Quando però Foucault si rivolge al neoliberalismo (che ha appestato, sostenuta da destra e da “sinistra”, gli ultimi decenni, fino alla sua resa poco onorevole di fronte alla recente e drammatica crisi finanziaria), ecco che allora riesce a sottolineare un aspetto non scontato della praxis governamentale (dopo la crisi del “sovranitismo” tradizionale): essa è infatti pervasiva, operante, il suo scopo è quello di prendersi cura del mercato, di coltivarlo. Zanini riassume così, in maniera efficace, la lettura foucaultiana dello specifico neoliberale, in relazione con le trasformazioni della politica: non si deve governare a causa del mercato, ma per il mercato (laddove il mercato è l’attore pienamente positivo della scena del contemporaneo). Su questo sfondo si delinea meglio la figura odierna dell’homo economicus, che non è più l’uomo dello scambio, bensì l’uomo (di) impresa, l’imprenditore di sé. Tra parentesi: si noti allora come sia banale – e in fondo scorretto – identificare semplicemente l’homo economicus con il soggetto consumatore.
Da tutto questo deriva una questione importante: è l’impresa a diventare, nell’ottica neoliberale, la potenza della società, dando corpo ad una molteplicità di individui e di diseguaglianze che non possono che aumentare le frizioni, gli attriti, vale a dire i conflitti. Rispetto alla relazione dell’economico, così raffigurato, con il giuridico si disegna quindi un quadro che vede la legge diventare sempre più formale nello stesso tempo in cui l’intervento giudiziario si fa concretissimo, assai frequente.

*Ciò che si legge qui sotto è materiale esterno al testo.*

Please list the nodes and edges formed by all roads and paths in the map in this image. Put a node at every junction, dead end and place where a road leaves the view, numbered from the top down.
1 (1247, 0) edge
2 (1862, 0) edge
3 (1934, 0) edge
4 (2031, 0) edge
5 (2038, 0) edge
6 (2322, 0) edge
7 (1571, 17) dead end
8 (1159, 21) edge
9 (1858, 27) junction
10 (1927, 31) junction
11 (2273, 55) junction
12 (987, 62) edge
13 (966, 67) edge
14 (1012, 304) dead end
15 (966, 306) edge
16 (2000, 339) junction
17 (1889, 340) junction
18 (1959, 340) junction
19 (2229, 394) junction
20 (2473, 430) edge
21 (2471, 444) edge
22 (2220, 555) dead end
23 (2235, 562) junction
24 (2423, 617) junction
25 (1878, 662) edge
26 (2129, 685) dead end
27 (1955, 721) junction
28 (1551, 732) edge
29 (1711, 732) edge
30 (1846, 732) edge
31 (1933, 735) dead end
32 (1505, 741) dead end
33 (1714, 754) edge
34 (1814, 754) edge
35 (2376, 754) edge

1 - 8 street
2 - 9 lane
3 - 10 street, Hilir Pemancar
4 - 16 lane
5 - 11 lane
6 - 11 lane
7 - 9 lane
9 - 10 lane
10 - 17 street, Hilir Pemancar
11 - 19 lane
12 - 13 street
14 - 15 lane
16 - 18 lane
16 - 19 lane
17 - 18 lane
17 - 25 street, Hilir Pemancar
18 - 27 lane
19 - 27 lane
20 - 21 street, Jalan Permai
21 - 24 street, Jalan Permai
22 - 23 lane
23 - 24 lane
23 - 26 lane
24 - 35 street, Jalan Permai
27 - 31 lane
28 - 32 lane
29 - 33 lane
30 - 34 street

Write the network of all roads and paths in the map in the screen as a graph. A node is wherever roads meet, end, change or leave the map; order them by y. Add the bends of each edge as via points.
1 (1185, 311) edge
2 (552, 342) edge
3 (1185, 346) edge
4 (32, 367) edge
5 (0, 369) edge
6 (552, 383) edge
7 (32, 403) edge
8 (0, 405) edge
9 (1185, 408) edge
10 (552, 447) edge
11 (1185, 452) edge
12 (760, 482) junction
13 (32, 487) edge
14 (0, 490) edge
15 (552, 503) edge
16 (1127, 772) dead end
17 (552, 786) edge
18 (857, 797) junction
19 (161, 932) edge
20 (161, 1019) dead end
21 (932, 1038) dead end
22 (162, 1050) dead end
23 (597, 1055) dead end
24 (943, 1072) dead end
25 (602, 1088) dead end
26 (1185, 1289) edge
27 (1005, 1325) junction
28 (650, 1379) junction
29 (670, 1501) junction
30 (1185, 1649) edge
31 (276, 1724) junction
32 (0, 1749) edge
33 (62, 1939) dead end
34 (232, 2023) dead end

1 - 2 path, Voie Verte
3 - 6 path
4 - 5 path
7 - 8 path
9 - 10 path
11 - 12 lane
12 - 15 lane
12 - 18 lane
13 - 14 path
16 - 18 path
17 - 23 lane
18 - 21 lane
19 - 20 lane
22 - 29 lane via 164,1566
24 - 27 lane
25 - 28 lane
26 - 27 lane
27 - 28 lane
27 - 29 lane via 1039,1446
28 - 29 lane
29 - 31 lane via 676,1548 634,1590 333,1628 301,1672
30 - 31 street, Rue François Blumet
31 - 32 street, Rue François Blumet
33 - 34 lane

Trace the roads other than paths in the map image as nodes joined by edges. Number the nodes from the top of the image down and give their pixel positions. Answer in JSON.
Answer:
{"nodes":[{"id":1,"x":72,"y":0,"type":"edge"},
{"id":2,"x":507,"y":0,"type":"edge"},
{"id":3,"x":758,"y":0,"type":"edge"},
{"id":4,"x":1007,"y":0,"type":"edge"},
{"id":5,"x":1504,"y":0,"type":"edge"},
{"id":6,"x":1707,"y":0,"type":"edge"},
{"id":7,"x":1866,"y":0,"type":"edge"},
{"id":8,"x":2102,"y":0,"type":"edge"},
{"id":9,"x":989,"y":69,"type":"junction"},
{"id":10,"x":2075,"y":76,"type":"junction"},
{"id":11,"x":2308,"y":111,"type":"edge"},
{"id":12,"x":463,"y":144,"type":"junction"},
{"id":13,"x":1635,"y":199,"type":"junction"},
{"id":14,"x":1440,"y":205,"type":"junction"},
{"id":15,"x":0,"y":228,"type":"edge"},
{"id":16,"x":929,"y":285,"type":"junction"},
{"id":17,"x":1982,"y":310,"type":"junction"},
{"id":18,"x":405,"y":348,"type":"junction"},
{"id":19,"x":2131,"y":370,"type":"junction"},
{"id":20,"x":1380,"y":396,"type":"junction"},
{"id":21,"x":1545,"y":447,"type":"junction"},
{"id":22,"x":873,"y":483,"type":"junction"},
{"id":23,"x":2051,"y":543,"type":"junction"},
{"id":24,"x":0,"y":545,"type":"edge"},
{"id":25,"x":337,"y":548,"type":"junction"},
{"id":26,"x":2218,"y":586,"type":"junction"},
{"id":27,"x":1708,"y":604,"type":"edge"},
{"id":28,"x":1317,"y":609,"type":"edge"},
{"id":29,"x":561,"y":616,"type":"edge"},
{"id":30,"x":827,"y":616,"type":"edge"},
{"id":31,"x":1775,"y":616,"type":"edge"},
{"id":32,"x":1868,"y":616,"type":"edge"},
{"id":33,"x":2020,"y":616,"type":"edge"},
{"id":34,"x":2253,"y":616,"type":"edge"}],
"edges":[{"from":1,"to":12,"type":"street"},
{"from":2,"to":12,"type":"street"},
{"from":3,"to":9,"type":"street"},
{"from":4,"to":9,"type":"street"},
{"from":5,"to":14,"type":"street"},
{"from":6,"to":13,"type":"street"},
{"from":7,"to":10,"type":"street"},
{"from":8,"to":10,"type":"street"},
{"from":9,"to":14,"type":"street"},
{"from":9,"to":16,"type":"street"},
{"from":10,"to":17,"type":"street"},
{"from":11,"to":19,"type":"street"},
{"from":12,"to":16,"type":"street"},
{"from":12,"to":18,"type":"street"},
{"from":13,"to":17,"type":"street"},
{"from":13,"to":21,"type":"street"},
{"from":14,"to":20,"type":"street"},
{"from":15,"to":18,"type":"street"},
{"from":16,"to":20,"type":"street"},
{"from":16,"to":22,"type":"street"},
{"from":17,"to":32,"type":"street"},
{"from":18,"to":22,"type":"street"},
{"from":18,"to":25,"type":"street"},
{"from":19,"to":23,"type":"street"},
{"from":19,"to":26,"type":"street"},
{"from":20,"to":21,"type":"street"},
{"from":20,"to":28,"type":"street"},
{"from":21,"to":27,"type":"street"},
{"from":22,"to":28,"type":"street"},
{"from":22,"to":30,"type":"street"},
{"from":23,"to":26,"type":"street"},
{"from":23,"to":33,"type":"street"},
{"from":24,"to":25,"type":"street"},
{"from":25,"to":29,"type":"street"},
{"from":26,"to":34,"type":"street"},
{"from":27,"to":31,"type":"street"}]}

E’ paradossale: in una società che si qualifica come neo-liberale quella incompatibilità, nel presente ancor più esasperata, tra le molteplicità dei soggetti di interesse (dei soggetti economici) e l’unità totalizzante del “sovrano” giuridico porta ad un ritorno del “sovranitismo”, certo in maniera originale, anche perché costretto a confrontarsi con un soggetto – lo ripeto: quello di interesse – che si è spogliato (parzialmente…) proprio della sua veste di partenza, nel moderno, vale a dire quella giuridica.